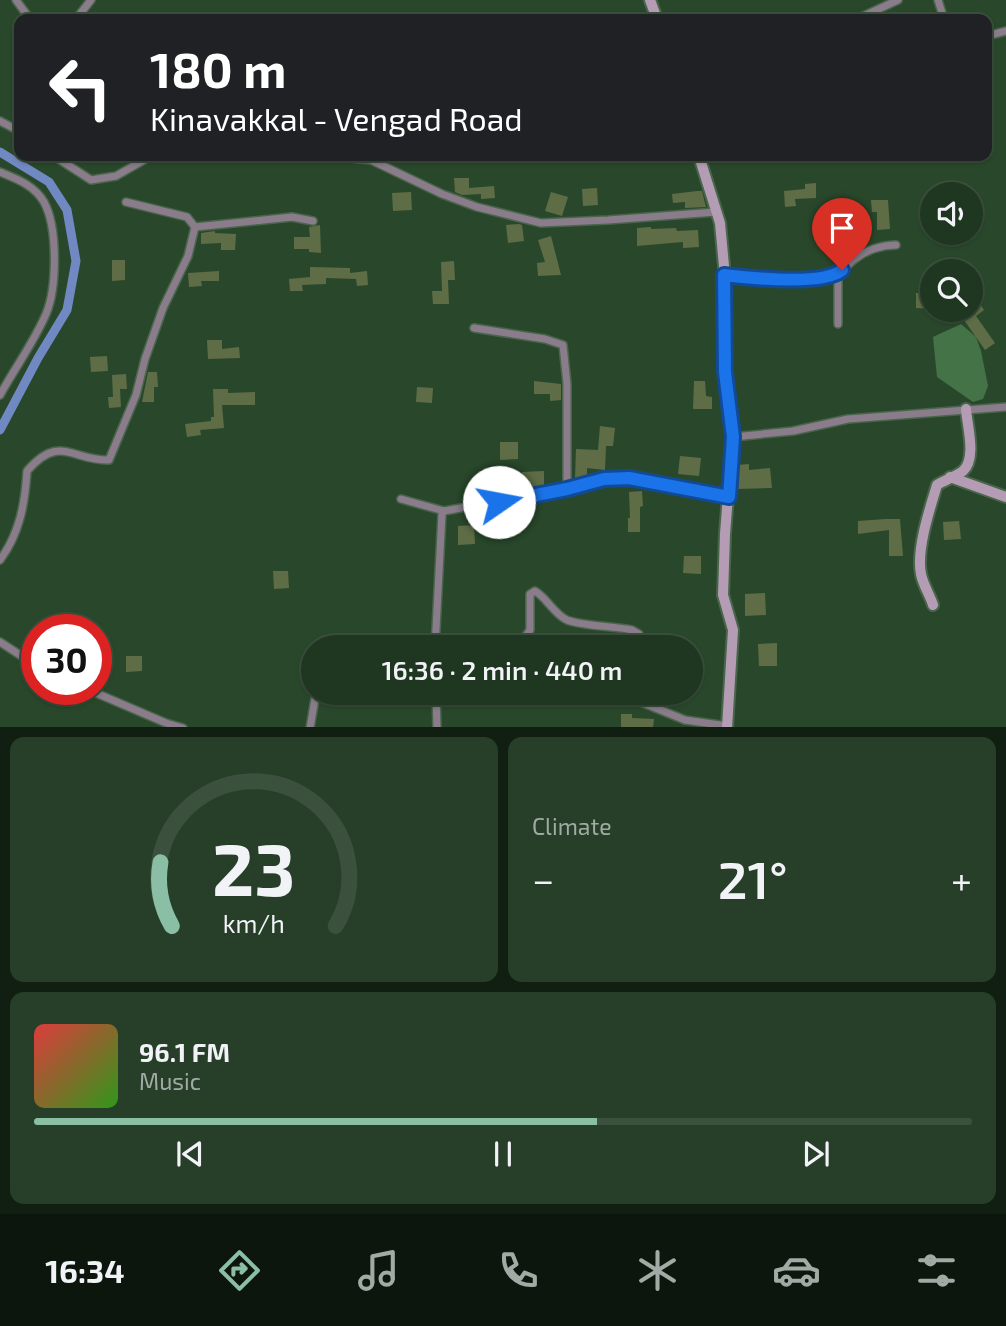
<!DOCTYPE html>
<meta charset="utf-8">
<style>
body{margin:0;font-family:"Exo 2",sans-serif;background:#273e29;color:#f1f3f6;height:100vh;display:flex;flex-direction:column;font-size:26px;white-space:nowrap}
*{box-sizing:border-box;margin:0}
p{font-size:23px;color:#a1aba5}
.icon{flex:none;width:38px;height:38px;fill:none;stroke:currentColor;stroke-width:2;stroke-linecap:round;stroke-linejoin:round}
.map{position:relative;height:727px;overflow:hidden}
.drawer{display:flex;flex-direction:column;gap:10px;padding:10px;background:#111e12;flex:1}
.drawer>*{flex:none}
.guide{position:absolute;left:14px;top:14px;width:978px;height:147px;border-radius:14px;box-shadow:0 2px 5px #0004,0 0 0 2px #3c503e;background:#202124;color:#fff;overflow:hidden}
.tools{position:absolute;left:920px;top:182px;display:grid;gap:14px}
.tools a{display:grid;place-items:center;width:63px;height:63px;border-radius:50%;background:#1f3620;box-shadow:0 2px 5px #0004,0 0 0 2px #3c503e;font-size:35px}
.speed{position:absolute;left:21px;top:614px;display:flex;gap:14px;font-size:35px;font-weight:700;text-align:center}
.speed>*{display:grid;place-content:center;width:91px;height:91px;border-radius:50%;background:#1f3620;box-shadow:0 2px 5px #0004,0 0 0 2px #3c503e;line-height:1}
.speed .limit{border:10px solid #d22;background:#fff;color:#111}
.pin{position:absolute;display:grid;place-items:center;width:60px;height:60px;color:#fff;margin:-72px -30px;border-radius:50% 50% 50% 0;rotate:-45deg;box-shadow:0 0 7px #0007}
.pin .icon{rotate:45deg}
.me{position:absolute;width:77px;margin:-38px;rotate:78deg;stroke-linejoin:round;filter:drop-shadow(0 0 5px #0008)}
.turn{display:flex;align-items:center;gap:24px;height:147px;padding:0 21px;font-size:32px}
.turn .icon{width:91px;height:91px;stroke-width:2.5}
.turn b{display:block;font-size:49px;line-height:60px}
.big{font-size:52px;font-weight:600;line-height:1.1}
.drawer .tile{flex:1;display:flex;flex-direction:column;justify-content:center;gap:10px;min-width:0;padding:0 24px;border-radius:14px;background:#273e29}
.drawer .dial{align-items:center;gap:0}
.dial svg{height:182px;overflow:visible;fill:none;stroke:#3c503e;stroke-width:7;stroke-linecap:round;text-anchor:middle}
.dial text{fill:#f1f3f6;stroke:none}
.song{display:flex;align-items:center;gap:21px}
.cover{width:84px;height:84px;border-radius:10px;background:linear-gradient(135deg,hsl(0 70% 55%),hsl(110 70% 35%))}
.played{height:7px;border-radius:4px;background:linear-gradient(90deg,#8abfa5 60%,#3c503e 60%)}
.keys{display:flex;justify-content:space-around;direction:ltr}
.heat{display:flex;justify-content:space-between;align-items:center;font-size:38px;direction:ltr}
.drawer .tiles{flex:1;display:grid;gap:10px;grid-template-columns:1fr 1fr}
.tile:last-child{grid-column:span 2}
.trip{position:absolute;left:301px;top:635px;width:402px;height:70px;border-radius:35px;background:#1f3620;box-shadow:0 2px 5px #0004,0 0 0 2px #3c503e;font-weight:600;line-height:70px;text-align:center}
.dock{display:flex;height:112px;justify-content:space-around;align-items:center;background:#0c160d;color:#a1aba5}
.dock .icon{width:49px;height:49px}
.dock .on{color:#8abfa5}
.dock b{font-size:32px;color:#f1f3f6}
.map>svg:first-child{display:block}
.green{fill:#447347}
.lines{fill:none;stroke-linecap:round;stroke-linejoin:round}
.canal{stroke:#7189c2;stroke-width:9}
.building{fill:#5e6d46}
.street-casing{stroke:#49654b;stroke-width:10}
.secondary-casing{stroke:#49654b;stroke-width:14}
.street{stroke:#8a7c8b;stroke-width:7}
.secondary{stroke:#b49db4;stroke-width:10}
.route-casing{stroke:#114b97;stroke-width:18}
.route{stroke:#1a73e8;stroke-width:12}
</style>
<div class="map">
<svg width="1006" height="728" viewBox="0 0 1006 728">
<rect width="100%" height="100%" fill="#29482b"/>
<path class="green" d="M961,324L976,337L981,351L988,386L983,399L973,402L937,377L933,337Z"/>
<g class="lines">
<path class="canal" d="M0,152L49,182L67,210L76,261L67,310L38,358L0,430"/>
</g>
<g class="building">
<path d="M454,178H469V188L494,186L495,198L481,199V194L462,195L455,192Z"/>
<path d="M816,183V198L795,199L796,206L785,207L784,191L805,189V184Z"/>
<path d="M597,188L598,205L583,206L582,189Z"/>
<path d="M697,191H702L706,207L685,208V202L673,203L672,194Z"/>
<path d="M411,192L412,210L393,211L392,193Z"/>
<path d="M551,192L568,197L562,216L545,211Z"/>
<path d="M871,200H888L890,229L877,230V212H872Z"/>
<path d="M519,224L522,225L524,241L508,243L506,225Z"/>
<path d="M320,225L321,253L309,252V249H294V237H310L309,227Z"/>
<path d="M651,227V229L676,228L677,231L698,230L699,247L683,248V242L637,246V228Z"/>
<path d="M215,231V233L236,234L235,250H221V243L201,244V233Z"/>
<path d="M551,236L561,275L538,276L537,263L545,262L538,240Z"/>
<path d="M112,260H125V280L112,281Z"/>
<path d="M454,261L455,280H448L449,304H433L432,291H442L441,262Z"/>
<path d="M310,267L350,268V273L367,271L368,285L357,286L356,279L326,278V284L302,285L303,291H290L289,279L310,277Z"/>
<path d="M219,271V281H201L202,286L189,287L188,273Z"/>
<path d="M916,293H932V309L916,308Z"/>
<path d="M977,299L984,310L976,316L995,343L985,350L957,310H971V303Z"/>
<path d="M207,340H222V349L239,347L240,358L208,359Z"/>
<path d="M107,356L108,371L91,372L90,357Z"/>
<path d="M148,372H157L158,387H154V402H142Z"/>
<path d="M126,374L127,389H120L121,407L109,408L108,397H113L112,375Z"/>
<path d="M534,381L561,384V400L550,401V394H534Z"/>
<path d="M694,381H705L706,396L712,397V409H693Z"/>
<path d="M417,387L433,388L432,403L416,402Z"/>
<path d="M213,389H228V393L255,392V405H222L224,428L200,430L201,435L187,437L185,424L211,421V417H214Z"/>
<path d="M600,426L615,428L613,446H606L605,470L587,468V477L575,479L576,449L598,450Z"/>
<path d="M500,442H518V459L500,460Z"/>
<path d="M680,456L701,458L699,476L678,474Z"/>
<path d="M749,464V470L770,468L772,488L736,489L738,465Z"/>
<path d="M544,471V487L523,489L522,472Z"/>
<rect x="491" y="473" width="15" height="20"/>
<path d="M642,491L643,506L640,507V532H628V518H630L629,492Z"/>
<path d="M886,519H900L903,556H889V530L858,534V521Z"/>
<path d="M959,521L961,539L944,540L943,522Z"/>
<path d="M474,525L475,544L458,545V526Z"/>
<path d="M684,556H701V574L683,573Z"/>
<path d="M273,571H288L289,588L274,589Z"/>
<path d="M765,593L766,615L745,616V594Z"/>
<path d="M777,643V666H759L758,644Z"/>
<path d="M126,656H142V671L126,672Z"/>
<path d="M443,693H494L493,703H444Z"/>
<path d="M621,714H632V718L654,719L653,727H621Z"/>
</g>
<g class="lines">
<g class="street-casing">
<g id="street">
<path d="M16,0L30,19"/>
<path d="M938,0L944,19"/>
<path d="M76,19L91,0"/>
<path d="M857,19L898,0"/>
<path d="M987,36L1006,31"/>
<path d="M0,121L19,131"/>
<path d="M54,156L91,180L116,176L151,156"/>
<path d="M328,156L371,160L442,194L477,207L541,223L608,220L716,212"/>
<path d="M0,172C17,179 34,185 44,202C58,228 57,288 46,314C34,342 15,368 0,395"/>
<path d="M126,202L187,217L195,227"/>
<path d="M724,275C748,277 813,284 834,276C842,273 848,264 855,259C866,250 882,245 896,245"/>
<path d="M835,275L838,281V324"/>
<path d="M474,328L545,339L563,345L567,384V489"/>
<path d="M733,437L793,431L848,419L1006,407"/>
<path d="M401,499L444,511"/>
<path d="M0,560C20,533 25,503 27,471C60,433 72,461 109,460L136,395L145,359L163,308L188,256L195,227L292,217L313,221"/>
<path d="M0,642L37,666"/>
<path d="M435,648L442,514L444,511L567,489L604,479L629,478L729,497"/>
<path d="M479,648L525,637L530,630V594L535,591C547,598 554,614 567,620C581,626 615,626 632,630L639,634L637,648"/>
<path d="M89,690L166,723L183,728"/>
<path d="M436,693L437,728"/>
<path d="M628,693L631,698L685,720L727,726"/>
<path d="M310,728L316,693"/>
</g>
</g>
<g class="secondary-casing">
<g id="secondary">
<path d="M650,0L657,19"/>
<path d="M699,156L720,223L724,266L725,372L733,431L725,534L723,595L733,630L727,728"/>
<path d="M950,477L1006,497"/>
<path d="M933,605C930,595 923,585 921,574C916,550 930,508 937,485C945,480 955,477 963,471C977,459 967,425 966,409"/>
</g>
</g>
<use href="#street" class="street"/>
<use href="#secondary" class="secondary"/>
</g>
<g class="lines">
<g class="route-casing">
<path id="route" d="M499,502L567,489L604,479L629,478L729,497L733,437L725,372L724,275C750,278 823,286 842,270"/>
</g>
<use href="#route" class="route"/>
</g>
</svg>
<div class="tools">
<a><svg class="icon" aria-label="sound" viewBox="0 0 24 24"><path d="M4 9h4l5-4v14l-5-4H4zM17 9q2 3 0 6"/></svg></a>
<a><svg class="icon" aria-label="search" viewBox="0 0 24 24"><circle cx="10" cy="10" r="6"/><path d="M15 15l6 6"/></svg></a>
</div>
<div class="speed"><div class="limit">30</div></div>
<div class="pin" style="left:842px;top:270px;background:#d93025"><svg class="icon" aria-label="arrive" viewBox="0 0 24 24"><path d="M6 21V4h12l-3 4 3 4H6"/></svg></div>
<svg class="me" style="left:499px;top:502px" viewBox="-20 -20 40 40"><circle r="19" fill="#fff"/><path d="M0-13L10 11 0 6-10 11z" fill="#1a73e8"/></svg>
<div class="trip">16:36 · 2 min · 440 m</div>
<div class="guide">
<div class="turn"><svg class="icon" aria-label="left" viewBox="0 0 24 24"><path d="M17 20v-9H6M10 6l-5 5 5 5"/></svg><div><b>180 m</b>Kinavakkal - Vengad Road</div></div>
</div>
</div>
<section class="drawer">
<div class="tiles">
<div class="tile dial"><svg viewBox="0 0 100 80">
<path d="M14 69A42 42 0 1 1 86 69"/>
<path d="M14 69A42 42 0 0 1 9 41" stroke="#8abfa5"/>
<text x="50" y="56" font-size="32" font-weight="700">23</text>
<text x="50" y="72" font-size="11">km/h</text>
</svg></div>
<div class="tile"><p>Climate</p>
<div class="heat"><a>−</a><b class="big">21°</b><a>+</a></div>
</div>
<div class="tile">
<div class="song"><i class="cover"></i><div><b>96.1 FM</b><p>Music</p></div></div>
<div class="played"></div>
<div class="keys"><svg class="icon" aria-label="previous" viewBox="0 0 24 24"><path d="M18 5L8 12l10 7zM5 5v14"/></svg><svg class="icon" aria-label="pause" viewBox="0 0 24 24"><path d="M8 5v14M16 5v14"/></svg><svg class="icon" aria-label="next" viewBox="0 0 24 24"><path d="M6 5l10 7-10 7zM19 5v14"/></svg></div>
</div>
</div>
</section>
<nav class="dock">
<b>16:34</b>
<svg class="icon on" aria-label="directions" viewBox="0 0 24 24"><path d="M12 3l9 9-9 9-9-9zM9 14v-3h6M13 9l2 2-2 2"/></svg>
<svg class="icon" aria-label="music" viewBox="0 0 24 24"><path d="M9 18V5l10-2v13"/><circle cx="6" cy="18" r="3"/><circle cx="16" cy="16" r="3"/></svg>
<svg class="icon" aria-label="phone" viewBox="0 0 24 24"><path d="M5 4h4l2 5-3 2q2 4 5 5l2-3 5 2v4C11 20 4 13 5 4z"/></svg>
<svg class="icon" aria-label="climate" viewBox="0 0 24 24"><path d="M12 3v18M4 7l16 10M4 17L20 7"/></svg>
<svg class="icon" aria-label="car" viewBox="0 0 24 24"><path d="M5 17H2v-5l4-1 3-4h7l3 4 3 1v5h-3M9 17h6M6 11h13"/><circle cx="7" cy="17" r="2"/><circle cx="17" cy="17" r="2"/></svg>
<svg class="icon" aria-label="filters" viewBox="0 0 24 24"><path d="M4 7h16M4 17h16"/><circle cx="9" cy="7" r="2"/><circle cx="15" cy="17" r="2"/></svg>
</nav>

* * *

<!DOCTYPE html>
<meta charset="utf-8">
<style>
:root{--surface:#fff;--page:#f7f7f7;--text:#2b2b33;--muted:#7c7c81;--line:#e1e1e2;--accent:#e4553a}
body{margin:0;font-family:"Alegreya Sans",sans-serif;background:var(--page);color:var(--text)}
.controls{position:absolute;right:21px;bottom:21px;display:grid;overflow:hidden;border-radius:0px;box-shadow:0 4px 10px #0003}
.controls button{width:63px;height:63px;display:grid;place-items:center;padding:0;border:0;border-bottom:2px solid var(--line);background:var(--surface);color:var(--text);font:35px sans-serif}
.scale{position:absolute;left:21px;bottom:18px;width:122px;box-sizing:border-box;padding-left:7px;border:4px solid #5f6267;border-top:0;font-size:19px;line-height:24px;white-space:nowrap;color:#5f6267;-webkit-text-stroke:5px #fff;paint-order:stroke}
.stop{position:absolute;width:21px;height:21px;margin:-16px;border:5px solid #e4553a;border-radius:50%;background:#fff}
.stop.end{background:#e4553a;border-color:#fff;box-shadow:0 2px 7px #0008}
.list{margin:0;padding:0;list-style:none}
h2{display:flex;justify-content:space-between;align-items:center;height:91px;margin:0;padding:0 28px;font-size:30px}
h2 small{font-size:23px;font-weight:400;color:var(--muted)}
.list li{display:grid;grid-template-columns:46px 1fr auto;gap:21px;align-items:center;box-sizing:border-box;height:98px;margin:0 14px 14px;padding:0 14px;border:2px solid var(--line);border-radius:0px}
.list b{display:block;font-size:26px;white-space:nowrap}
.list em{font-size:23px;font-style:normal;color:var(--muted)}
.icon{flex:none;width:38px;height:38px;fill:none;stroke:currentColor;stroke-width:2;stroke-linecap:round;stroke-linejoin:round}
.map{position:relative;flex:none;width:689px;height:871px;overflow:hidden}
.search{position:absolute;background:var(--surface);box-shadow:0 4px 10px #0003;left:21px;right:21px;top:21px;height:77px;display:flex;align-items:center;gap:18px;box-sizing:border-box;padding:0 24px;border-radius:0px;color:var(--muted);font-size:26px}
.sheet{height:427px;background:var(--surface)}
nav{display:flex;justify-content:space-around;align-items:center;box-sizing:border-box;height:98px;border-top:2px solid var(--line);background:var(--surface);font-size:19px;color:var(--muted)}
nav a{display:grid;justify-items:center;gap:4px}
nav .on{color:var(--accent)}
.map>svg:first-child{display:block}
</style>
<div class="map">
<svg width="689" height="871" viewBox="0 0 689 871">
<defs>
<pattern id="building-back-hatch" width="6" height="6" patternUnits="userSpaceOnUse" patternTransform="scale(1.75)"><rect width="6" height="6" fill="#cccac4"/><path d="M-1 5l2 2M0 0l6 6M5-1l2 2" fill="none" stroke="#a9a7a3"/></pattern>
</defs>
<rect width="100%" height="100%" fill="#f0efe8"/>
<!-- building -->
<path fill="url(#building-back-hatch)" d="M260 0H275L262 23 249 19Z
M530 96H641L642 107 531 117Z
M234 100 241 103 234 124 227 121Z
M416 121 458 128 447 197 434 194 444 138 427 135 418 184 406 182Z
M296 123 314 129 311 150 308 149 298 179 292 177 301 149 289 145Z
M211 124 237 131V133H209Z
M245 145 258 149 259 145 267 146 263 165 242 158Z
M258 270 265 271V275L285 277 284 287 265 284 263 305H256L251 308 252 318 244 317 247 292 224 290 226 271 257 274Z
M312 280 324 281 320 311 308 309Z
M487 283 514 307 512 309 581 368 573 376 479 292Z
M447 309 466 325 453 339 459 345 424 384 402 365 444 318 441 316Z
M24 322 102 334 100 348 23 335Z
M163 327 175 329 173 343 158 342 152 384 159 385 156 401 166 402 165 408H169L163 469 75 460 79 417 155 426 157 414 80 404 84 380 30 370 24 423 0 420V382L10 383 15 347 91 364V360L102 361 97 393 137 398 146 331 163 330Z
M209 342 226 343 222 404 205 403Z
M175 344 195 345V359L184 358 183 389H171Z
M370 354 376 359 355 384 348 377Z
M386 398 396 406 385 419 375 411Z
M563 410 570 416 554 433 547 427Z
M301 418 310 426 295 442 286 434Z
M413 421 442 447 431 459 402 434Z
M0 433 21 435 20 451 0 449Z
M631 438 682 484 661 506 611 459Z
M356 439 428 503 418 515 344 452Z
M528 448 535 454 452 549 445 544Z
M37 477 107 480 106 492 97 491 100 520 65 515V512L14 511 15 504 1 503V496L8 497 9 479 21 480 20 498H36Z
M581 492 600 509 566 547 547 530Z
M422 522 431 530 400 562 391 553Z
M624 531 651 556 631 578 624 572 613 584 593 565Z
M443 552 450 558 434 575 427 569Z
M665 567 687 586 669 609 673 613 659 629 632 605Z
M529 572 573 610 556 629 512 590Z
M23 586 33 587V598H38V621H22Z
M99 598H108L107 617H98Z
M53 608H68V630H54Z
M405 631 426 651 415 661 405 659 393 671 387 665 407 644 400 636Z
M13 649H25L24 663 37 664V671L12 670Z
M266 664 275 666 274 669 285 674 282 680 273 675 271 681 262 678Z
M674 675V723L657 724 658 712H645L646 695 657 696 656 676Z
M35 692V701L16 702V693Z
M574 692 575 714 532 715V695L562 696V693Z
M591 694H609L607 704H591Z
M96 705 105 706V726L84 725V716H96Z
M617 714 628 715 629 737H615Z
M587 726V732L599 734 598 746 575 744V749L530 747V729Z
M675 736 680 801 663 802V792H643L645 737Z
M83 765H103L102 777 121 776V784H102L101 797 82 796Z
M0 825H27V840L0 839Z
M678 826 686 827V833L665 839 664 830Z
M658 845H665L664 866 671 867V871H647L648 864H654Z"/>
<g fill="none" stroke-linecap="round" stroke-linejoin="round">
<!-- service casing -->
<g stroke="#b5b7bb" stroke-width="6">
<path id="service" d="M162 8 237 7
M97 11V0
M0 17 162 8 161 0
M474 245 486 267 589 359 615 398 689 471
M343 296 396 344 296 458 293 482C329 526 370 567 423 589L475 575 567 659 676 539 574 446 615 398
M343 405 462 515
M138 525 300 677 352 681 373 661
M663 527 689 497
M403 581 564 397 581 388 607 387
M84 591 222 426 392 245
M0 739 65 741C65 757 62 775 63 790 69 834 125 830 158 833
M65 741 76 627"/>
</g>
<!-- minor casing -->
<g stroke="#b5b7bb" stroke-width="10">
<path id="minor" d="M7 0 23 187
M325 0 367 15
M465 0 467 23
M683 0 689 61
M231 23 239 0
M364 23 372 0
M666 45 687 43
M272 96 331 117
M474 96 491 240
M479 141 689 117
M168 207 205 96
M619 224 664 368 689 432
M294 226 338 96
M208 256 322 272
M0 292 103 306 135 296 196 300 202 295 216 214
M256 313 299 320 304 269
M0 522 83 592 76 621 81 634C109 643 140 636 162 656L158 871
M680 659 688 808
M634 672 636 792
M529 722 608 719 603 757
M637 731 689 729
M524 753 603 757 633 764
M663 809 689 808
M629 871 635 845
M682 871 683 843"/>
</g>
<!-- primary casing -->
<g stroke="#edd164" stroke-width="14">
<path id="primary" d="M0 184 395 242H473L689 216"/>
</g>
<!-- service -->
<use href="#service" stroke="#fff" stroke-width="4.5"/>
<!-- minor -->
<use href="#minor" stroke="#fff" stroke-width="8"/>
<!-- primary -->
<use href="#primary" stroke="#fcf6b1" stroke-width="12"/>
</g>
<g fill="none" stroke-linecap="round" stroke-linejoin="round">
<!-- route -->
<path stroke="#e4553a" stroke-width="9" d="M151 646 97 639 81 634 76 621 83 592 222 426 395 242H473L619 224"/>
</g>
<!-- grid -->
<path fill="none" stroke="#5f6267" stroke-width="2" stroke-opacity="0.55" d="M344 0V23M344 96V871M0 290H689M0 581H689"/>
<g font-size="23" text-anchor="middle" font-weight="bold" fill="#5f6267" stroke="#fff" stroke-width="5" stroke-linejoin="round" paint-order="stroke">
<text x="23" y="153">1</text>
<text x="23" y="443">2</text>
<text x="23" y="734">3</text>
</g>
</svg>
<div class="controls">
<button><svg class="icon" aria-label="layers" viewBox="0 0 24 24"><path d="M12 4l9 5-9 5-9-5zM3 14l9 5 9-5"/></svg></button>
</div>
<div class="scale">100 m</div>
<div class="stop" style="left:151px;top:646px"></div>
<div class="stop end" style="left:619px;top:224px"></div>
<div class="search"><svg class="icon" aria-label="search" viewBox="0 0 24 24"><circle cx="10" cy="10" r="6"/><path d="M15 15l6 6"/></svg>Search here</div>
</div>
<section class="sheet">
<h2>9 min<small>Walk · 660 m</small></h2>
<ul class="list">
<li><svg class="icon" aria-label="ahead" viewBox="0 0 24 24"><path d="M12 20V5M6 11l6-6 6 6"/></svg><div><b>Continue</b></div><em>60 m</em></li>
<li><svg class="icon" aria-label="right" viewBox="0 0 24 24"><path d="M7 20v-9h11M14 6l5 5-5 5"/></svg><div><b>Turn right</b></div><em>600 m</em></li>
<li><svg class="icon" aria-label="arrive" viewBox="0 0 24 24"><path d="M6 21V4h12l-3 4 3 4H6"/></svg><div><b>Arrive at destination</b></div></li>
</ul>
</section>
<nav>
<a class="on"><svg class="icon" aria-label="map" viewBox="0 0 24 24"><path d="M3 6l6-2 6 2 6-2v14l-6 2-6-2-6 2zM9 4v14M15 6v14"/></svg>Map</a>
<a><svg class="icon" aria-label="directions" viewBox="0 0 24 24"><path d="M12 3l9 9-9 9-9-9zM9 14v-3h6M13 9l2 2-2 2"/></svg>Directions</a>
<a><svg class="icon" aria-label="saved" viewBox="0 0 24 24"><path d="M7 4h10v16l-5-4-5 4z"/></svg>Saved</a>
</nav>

→ **What this task involves**
Search the material above for lines containing the string "sheet", then pull them out.

→ **Exercise response**
.sheet{height:427px;background:var(--surface)}
<section class="sheet">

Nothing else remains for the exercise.